=== Exercise prompt ===
Below are records; count how many of their lines contain the word "VOORHIS" and give the number alone.

=== Extracted data ===
━━━━━━━━━━━━━━━━━━━━

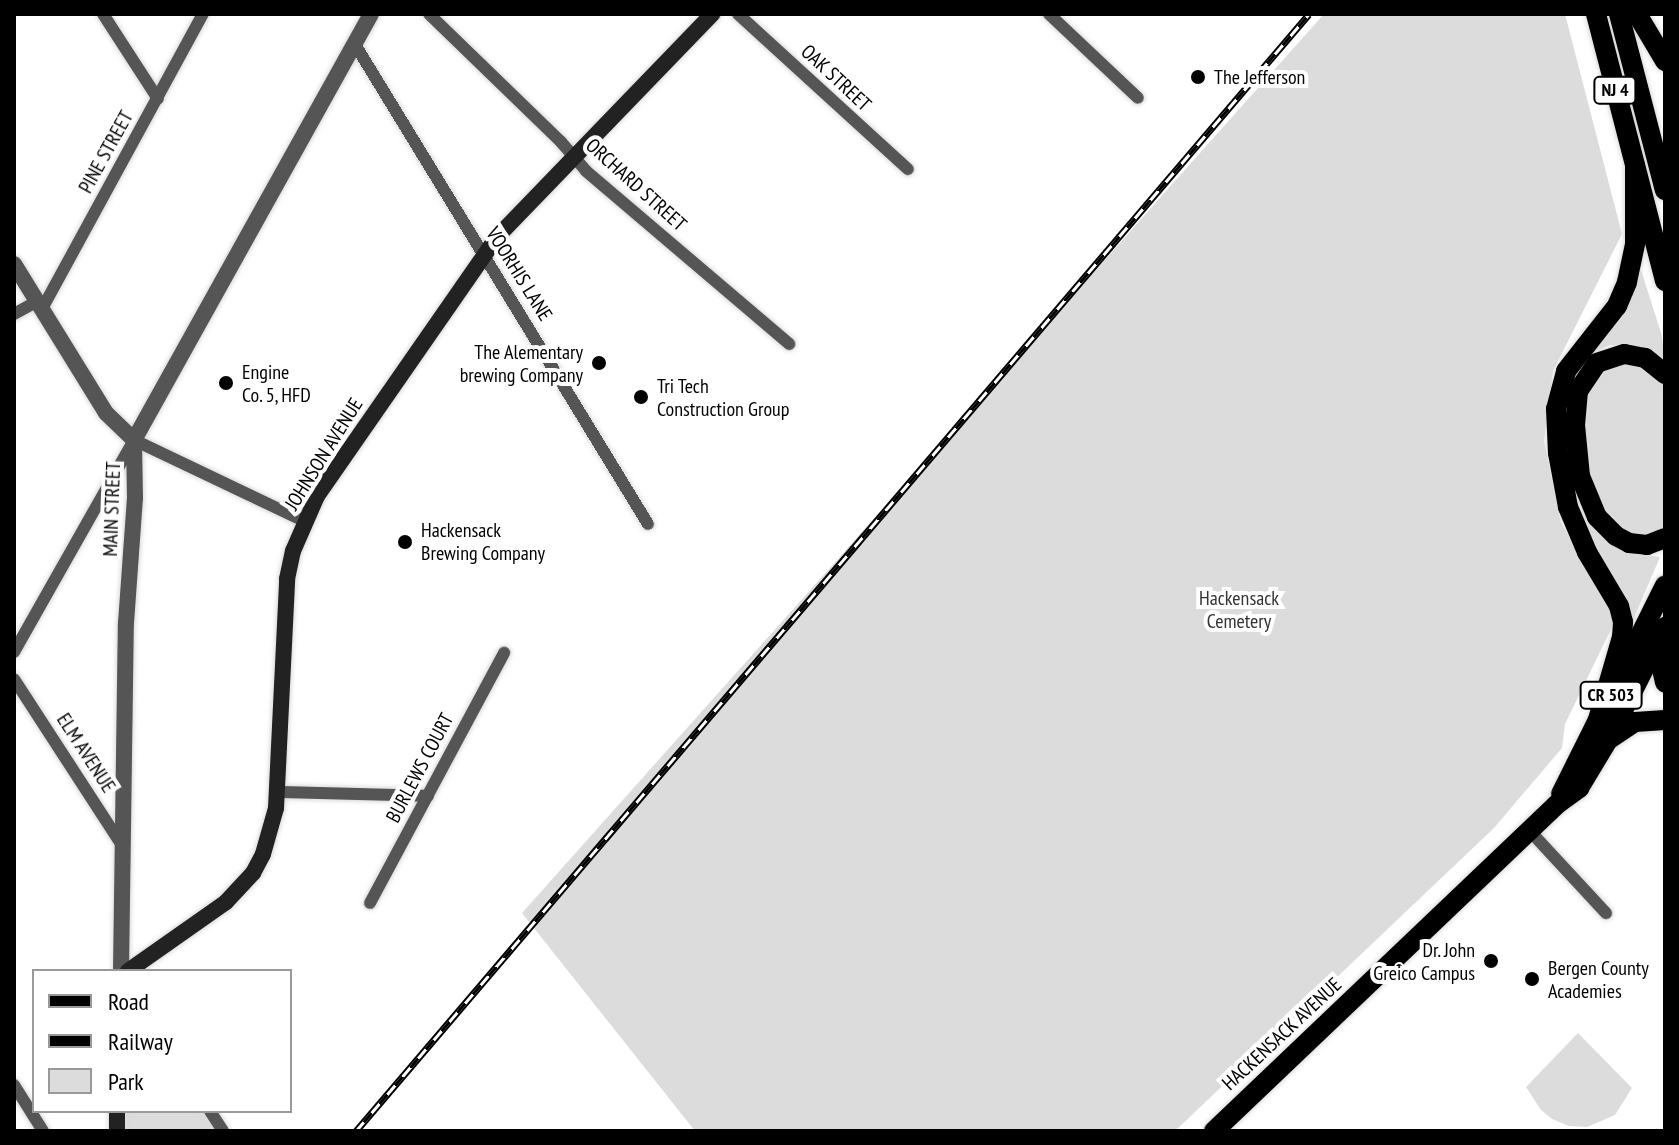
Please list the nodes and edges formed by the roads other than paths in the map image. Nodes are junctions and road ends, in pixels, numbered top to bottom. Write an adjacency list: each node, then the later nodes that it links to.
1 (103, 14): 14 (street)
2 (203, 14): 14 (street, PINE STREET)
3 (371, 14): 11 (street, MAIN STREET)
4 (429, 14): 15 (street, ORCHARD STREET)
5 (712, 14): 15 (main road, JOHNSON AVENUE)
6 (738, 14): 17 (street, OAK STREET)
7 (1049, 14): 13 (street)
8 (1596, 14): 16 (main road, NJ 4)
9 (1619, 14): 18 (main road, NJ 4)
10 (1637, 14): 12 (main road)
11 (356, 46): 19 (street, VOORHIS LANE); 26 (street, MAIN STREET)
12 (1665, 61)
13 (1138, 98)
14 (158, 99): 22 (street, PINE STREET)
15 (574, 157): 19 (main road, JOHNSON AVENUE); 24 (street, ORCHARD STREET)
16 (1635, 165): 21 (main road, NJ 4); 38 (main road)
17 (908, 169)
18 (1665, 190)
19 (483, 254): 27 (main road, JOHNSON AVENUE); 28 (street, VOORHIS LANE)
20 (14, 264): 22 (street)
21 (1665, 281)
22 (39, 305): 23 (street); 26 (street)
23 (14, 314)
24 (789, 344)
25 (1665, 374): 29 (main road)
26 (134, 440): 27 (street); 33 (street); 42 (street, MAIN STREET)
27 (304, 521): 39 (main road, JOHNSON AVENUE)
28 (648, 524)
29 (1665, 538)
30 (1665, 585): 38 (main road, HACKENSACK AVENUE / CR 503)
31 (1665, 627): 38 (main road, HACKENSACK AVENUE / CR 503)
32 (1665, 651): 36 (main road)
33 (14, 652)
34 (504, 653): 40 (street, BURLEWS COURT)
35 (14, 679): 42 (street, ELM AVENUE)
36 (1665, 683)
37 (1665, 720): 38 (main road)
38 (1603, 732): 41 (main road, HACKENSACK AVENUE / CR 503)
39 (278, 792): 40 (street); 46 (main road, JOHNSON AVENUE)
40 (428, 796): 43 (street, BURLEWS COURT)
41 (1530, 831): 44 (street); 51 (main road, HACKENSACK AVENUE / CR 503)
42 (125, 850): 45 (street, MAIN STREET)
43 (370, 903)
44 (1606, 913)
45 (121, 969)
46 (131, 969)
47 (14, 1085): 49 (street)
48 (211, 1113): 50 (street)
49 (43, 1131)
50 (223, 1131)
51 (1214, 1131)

━━━━━━━━━━━━━━━━━━━━

=== Answer below ===
2